◆ Exercise:
Would you copy every line of the listing below that includes the word "roads"?

◆ Stored data:

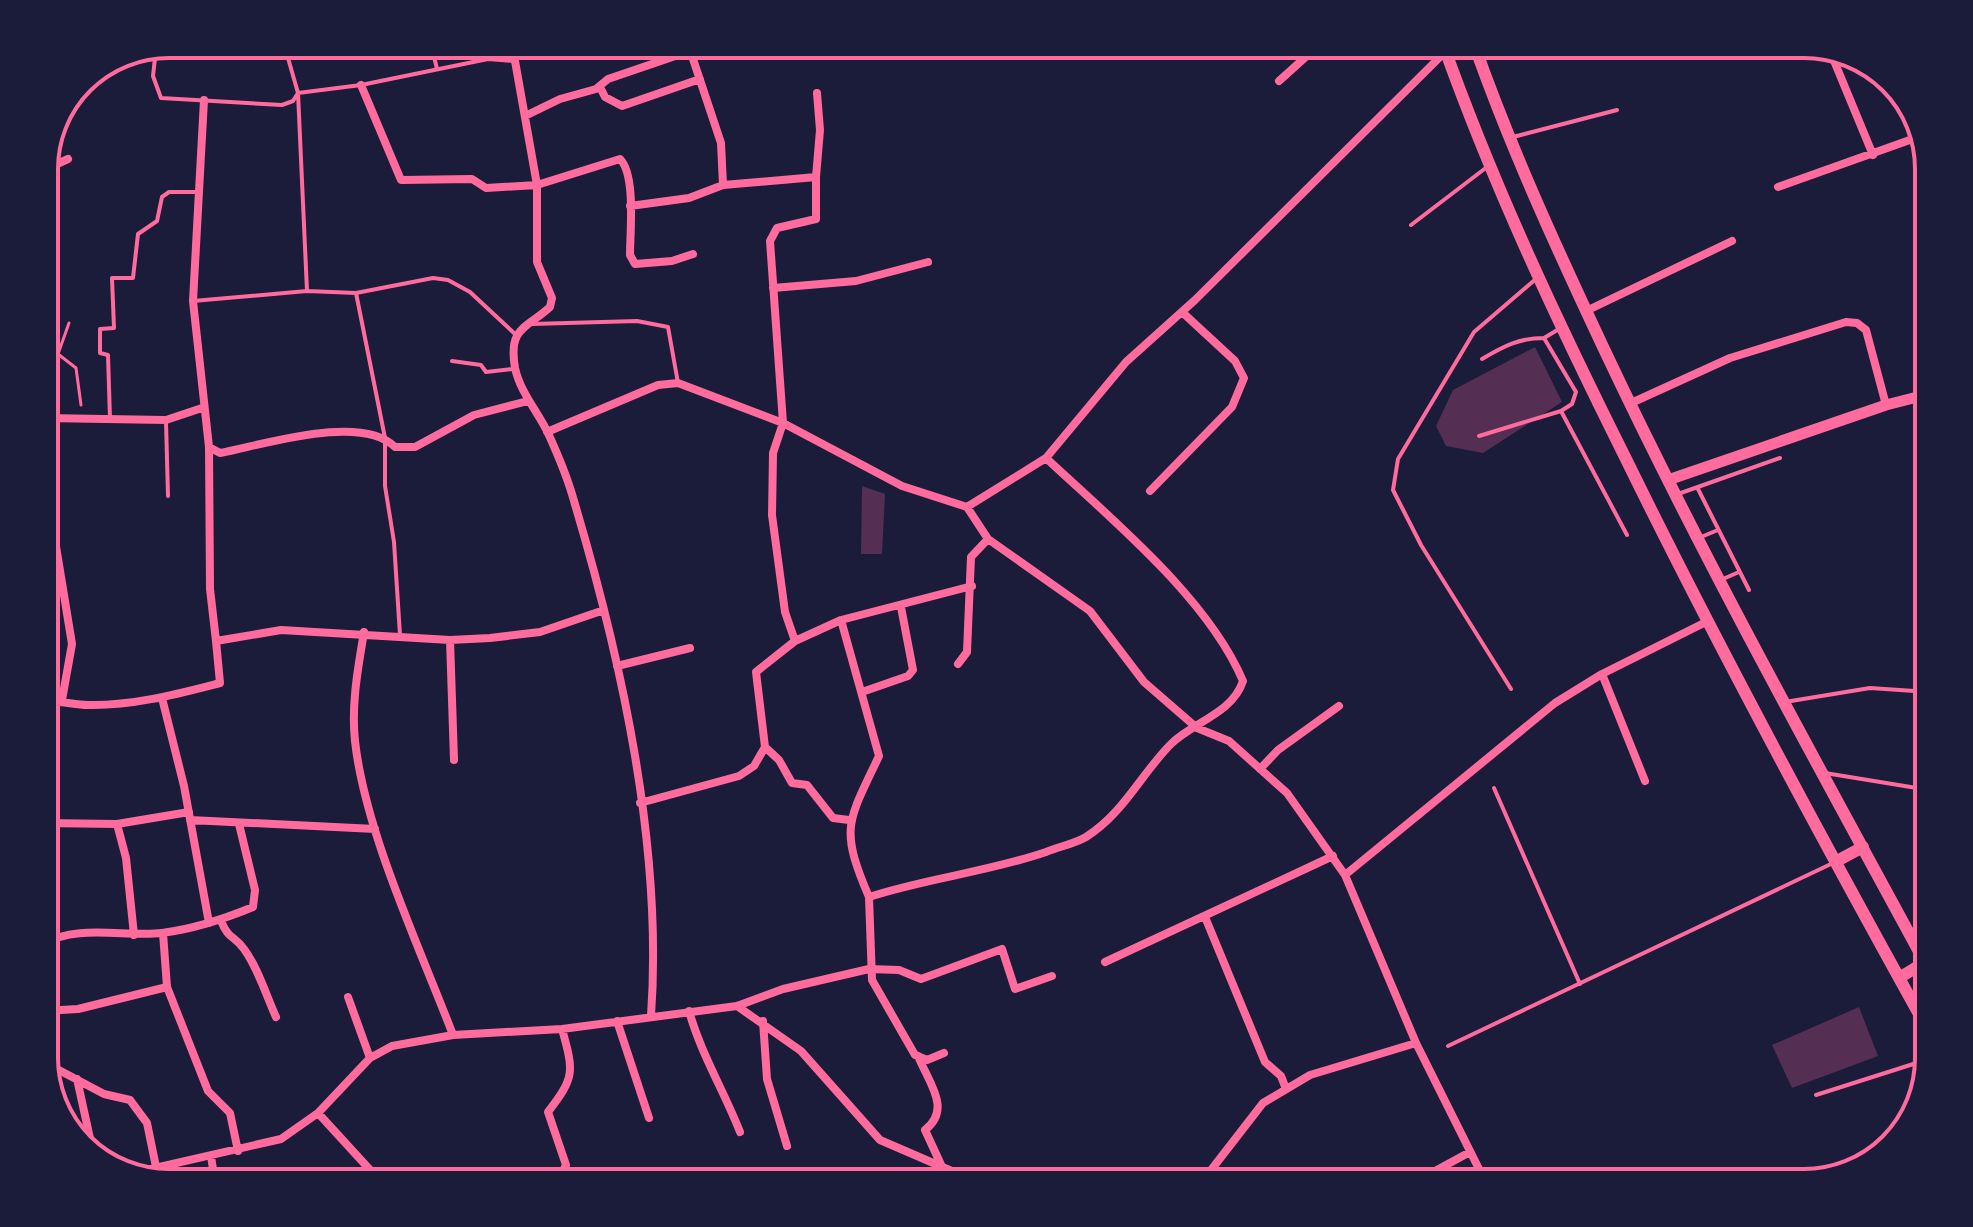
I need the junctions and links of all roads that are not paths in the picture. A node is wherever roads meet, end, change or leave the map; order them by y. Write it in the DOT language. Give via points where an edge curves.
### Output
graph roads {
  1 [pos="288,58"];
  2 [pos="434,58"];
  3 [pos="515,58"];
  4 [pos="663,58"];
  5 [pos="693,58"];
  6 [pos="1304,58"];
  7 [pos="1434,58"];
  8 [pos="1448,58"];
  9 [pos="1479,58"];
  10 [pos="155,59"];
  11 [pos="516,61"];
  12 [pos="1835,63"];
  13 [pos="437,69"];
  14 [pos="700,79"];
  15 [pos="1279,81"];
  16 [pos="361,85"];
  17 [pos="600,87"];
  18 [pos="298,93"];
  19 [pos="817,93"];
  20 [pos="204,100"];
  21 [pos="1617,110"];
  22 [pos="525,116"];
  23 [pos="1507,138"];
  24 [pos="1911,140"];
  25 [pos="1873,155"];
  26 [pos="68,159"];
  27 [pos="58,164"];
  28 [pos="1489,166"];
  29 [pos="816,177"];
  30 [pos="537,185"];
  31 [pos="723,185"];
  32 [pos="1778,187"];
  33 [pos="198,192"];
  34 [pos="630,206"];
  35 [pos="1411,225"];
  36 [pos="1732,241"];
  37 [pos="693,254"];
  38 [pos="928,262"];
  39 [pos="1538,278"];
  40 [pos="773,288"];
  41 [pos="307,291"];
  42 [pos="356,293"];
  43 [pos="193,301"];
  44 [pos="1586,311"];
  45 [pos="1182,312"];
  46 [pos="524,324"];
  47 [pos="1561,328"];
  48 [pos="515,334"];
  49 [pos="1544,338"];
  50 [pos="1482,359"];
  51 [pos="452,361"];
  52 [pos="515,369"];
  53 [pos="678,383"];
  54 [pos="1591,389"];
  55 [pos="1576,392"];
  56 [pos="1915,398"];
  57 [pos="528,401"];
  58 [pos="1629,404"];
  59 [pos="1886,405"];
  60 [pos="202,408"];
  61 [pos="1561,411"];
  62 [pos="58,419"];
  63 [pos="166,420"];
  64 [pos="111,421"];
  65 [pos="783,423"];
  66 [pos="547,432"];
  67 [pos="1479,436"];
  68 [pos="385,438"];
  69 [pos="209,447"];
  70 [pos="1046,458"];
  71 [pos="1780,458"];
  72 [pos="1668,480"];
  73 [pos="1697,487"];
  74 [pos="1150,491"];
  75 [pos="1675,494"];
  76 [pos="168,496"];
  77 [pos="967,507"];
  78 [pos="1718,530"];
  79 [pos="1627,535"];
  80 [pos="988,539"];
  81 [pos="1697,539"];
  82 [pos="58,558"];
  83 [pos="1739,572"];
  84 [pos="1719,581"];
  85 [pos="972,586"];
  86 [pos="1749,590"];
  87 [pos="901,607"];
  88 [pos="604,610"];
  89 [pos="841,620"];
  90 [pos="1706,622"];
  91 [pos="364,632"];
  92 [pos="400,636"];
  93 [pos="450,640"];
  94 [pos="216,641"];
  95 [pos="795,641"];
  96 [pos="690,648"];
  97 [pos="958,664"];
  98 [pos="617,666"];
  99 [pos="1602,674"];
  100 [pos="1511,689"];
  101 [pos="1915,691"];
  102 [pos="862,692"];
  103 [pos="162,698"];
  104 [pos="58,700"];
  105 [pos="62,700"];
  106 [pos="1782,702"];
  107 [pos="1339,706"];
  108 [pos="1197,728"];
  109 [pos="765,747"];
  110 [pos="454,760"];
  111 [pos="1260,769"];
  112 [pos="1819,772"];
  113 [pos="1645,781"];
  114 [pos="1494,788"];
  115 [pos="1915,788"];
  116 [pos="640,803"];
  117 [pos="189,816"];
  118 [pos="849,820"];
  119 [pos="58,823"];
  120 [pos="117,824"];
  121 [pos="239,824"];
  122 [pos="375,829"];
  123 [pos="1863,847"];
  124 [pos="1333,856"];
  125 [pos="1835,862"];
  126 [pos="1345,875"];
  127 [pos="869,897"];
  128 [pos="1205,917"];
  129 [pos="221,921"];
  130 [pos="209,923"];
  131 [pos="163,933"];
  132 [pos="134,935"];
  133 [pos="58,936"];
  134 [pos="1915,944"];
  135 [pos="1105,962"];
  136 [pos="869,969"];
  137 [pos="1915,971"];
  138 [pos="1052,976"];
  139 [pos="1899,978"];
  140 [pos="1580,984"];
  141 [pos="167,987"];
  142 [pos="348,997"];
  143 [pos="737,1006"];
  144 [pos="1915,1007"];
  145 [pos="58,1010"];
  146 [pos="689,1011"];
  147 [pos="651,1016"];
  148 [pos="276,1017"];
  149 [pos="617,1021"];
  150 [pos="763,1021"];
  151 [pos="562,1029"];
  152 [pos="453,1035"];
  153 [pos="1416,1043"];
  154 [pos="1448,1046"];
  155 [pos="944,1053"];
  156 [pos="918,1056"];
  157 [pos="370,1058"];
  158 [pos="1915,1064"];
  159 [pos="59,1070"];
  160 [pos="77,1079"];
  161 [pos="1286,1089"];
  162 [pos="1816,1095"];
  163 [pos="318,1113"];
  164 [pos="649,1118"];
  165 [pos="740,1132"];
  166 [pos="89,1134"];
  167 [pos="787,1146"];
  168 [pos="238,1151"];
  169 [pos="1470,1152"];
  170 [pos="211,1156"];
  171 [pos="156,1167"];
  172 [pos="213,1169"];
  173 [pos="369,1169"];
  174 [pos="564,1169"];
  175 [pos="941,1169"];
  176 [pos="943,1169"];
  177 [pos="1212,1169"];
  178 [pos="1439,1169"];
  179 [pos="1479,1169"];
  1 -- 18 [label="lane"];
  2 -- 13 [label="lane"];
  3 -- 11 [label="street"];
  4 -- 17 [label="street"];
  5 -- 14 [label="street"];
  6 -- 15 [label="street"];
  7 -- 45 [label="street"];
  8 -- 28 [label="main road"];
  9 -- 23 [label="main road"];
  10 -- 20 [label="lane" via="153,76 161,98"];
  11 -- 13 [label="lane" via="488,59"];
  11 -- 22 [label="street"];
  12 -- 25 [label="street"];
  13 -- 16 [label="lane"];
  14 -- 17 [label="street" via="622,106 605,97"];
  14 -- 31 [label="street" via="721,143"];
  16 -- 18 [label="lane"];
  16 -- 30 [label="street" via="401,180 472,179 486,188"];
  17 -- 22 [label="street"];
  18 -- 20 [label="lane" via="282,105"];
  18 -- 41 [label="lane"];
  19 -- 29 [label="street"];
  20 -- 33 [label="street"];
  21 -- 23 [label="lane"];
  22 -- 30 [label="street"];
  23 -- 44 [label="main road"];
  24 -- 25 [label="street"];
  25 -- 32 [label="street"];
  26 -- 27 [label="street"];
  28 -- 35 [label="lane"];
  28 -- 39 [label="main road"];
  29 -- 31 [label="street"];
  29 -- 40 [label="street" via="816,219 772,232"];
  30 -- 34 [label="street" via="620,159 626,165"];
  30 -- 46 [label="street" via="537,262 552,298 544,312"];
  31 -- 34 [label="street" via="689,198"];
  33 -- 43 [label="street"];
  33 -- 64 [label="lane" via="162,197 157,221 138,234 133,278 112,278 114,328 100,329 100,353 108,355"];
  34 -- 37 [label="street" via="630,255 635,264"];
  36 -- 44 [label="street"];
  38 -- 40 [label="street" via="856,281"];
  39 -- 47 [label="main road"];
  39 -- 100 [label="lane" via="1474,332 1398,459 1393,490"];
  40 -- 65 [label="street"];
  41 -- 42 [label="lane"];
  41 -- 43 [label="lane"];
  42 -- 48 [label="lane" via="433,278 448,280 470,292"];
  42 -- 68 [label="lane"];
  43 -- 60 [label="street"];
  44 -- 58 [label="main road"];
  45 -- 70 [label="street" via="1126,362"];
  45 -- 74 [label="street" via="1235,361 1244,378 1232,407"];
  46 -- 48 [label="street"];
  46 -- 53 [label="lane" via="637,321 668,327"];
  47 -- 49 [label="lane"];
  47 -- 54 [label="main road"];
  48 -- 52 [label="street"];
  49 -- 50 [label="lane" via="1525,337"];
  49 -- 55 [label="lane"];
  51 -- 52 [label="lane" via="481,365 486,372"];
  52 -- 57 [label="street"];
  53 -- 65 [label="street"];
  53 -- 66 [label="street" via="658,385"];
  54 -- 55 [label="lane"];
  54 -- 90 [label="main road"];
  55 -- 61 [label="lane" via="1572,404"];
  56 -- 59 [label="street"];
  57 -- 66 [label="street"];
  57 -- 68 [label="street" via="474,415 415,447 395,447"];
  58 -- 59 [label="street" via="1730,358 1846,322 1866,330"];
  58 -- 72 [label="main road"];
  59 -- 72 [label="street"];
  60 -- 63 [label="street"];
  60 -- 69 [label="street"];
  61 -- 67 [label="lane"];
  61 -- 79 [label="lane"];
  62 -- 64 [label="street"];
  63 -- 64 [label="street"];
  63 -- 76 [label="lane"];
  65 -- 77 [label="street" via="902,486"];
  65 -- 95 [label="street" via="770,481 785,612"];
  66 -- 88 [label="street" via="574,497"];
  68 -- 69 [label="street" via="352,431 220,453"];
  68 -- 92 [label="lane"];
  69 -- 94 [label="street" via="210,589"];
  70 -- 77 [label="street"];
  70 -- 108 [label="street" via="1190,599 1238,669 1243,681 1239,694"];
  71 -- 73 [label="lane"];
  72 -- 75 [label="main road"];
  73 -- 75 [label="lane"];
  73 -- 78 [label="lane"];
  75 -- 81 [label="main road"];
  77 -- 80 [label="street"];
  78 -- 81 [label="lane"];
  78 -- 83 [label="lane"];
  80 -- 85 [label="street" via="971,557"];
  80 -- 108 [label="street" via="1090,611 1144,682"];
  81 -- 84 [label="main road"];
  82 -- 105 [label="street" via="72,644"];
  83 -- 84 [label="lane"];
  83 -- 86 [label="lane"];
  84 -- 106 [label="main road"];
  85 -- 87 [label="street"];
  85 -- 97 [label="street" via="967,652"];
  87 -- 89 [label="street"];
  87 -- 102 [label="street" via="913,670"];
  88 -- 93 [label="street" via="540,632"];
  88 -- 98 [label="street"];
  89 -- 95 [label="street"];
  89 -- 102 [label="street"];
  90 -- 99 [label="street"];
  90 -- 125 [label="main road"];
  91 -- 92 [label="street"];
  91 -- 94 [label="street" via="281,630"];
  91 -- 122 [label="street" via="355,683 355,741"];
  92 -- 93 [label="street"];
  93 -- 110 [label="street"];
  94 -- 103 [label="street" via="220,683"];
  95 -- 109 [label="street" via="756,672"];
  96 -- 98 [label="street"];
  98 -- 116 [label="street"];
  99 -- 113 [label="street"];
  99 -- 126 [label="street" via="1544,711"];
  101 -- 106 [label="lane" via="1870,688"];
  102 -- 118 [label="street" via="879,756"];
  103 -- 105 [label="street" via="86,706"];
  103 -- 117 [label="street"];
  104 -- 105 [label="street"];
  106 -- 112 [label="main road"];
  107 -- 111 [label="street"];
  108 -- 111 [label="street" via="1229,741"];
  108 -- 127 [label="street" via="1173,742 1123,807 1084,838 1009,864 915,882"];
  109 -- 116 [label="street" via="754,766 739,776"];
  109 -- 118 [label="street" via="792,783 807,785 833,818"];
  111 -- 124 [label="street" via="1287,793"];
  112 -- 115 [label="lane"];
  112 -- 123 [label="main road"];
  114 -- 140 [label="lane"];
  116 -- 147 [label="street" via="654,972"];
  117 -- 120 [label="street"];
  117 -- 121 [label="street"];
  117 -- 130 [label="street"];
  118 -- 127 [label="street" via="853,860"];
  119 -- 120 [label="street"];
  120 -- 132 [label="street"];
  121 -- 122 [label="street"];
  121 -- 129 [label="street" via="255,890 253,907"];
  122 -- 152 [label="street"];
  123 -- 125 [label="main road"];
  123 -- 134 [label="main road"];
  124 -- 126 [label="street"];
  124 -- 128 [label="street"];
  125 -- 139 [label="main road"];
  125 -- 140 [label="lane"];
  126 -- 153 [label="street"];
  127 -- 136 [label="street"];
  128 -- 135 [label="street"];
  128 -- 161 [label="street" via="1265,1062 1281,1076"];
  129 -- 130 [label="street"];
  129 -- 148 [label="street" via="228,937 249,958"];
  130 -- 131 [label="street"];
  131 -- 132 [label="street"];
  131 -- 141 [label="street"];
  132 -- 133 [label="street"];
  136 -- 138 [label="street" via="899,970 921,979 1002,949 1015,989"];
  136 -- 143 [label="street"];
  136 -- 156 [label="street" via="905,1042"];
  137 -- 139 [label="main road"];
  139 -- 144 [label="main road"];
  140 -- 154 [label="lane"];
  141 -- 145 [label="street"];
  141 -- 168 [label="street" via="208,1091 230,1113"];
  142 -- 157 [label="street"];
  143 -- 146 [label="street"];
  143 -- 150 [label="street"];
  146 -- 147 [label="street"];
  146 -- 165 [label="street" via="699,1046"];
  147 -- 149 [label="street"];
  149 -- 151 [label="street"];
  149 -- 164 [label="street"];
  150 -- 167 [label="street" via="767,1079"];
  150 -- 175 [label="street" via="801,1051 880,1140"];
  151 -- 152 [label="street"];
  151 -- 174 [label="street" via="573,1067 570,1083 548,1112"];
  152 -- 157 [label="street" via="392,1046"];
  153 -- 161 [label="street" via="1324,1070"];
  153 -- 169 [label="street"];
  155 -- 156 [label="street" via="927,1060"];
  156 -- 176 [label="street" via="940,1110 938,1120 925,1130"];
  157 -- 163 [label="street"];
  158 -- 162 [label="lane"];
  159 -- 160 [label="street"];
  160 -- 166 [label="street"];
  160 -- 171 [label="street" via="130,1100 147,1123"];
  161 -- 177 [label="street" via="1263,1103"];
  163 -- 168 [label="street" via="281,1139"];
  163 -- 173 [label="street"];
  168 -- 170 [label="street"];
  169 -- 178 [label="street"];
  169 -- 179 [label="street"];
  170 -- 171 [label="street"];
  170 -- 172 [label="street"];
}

◆ Exercise result:
I need the junctions and links of all roads that are not paths in the picture. A node is wherever roads meet, end, change or leave the map; order them by y. Write it in the DOT language. Give via points where an edge curves.
graph roads {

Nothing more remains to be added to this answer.